The Appropriation Bill presented in parliament on October 20 has led to much discussion on whether the Finance Minister’s budget targets are too ambitious to achieve by the end of 2017. The main targets of Budget 2017 is to bring down the budget deficit from the provisional figure of 5.4 per cent of GDP in 2015 to 4.7 per cent of GDP in 2017, and to increase government revenue from the provisional level of 13 per cent in 2015 to 14.2 per cent in 2017.
Revenue figures have been declining in recent years, except for the slight rise to 13 per cent of GDP in 2015 from 11.4 per cent of GDP in 2014. However, if tax revenue is considered alone, the trend does not seem to be one of consistently increasing (except for the higher figure in 2015 when compared to 2014), even though per capita income are rising continuously. Reasons for this could be the inefficient tax administration, too many tax exemptions, tax avoidance and tax evasions. Nonetheless, the increase in the provisional figure for 2015 is perhaps indicative of an improvement in the above-mentioned reasons. Moreover, the growth in GDP during recent years is mainly due to investments in infrastructure which are in turn non-taxable.
The allotted expenses for Defence, Healthcare and Education are low in the 2017 Appropriation Bill. There is a decline in Defence expenditure, though marginal, from Rs. 306.6 billion in 2016 to 284.04 billion in 2017. This is a positive sign since one of the largest expenditures has been for Defence for many years. However, defence expenditure continues to be high even though the 30-year-war ended in 2009. Meanwhile, the allocations for Education and Healthcare have also been reduced from Rs. 185.97 billion in 2016 to Rs. 76.94 billion in 2017, and from Rs. 174.077 billion in 2016 to Rs. 160.97 billion, respectively. In contrast to these reductions in social expenditure, funds for the President and Prime Minister have been increased quite significantly.
The estimated expenditure for 2017 is Rs. 1,819 billion, where total recurrent expenditure accounts for Rs. 1,208 billion and total capital expenditure amounts to Rs. 610 billion. Even though there has been reductions in other allocations, the Defence Ministry still gets the highest allocation of around Rs. 284 billion. However, these figures are subject to change in the days to come.
The revenue and expenditure targets would be fictitious if there isn’t the right fiscal discipline. Appropriate fiscal measures should be in place to increase tax revenue as a proportion of GDP. Regressive taxation, wasteful expenses and losses in public enterprises should be reduced and unproductive government assets should be disposed of to find the fiscal space for developmental expenditure and qualitative improvements in education and health.
According to the government, the 2017 budget focuses on a fast track approach to development. The main targets of the budget are to create employment, mend loss making public infrastructure (Hambantota Port and SriLankan Airlines being two prominent examples), and settle the already massive debt burden.

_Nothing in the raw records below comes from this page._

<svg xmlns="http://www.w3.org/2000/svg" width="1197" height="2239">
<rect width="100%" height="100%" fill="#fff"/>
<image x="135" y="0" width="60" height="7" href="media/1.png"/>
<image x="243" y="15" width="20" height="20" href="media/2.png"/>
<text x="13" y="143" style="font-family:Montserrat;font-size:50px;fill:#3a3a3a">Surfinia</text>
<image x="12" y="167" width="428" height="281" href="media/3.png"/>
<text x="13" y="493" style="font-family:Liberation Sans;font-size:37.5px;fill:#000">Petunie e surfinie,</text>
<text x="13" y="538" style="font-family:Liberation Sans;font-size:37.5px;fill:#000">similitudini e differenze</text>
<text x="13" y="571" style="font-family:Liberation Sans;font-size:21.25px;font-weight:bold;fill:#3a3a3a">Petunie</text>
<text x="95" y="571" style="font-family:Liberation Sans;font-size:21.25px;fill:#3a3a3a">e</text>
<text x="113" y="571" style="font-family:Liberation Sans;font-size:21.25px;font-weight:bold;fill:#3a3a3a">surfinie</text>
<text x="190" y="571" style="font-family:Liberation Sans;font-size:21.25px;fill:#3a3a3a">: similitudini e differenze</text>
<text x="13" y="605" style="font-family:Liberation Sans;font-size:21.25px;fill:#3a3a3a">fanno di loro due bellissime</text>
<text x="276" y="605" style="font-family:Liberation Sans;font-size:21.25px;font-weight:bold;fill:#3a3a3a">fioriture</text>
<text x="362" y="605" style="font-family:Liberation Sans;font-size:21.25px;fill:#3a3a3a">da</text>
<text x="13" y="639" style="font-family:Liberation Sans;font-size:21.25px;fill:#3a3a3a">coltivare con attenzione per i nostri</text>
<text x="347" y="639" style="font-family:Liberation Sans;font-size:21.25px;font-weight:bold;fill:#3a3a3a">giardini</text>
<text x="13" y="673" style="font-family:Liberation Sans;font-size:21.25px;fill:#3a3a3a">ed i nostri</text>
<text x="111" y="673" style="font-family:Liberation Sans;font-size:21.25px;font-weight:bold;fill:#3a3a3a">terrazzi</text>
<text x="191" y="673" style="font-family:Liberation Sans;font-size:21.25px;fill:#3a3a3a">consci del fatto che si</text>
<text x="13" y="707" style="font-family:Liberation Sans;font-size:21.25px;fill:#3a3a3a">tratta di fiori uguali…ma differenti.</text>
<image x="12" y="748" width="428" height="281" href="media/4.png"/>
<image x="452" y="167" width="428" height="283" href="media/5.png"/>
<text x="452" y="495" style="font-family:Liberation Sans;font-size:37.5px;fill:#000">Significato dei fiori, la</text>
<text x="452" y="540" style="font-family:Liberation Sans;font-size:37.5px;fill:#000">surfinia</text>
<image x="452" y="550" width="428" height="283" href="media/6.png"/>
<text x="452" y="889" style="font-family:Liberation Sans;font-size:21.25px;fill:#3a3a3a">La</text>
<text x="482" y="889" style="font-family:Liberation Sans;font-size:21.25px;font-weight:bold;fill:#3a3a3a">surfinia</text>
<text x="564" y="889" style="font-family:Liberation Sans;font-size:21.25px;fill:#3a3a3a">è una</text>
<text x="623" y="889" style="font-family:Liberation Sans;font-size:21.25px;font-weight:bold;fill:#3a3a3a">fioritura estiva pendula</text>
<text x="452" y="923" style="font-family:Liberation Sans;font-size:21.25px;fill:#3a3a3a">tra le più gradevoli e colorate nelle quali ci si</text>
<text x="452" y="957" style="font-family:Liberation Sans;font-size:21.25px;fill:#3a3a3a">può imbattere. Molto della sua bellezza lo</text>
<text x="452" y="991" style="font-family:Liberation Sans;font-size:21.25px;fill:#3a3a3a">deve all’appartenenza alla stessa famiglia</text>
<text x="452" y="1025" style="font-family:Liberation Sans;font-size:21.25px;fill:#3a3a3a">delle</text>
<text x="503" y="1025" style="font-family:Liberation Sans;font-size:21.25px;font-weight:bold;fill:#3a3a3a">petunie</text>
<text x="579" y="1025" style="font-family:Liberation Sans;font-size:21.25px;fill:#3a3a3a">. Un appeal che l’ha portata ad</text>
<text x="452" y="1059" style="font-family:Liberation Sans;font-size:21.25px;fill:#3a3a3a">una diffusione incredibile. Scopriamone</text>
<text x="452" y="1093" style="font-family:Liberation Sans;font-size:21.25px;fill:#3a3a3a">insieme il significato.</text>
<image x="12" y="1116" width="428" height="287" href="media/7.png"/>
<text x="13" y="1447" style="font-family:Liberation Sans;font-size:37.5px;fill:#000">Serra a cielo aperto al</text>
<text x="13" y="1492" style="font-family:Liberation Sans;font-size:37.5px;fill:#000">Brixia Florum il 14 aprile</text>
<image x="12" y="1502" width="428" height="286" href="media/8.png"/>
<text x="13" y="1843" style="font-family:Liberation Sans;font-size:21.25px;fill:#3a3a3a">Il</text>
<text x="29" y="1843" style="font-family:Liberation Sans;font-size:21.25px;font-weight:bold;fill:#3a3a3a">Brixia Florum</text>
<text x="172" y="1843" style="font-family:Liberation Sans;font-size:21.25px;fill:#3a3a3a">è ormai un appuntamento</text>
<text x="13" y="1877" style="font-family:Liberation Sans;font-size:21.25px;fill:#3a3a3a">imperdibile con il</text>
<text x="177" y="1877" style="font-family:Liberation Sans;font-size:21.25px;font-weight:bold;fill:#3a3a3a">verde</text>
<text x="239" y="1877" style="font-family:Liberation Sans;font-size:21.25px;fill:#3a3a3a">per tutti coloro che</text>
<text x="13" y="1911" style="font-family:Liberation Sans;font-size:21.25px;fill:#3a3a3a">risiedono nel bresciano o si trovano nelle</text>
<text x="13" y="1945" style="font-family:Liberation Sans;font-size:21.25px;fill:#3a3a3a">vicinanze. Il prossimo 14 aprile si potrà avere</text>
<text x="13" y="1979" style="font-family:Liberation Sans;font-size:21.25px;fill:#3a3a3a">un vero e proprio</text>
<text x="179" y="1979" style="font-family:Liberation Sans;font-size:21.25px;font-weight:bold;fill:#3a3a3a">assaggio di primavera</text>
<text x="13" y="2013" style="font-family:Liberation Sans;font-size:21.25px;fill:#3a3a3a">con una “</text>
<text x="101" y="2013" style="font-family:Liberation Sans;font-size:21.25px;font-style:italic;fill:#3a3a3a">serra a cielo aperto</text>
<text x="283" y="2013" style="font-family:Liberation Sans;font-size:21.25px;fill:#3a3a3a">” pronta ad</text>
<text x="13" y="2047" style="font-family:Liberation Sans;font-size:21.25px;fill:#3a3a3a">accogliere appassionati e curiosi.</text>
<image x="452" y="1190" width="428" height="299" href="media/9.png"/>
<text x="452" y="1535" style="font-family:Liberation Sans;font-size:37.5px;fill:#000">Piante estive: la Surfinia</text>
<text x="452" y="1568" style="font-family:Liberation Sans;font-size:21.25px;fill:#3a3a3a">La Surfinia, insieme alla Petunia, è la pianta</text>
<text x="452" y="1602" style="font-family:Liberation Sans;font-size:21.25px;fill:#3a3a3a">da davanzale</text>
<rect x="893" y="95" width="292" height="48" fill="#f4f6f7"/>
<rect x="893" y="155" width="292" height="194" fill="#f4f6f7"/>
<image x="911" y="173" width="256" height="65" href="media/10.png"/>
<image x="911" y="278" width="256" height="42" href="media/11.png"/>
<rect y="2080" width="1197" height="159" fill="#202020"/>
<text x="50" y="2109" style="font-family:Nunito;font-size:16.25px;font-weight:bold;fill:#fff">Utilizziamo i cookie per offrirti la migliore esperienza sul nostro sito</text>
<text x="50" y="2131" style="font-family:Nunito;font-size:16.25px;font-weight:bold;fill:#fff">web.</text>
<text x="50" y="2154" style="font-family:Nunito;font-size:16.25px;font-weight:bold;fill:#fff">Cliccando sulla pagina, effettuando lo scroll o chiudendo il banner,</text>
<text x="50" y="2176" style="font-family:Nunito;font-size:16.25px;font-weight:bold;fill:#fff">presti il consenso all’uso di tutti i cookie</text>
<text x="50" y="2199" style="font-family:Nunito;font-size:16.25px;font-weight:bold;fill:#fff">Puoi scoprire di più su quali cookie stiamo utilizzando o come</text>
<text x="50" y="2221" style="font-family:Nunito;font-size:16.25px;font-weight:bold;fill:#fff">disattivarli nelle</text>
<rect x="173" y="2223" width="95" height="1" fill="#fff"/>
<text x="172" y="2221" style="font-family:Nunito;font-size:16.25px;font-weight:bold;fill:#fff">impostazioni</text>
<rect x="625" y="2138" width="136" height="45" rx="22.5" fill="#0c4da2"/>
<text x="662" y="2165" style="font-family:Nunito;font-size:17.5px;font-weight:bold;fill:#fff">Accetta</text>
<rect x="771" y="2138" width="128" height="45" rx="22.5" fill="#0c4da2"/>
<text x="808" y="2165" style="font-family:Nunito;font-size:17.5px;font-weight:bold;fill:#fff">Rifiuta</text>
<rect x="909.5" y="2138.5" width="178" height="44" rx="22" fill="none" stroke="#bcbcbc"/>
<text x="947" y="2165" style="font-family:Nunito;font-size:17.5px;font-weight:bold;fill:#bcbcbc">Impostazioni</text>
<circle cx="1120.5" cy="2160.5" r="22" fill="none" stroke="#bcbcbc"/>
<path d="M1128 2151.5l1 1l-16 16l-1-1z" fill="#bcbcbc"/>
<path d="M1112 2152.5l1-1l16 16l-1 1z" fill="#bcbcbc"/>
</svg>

There is hope for recovery with the agreements with IMF and World Bank regarding debt payments, and also gaining back GSP plus concession.
A lower budget deficit is vital to achieve macroeconomic stability in Sri Lanka. Effective tax collection and efficient tax administration are essential to increase the revenue targets. Increased revenues are essential to carry out developmental work which determines long-term development of the country. Expenditure should be curtailed, except for the most necessary expenses. The current debt burden should not be allowed to aggravate.
Over the years, the outturns of budgets in Sri Lanka have been a contrast to the estimates. Government and other authorities should not let this happen this year, too. Prime Minister mentioning the government’s intent to disallow supplementary estimates of ministries is a good sign with regard to this. The government should adhere to an austerity programme in the budget as all government revenue is used to settle debt. Therefore consumption expenditure should be curtailed as much as possible. However, the question is whether this is practical in the country’s political context.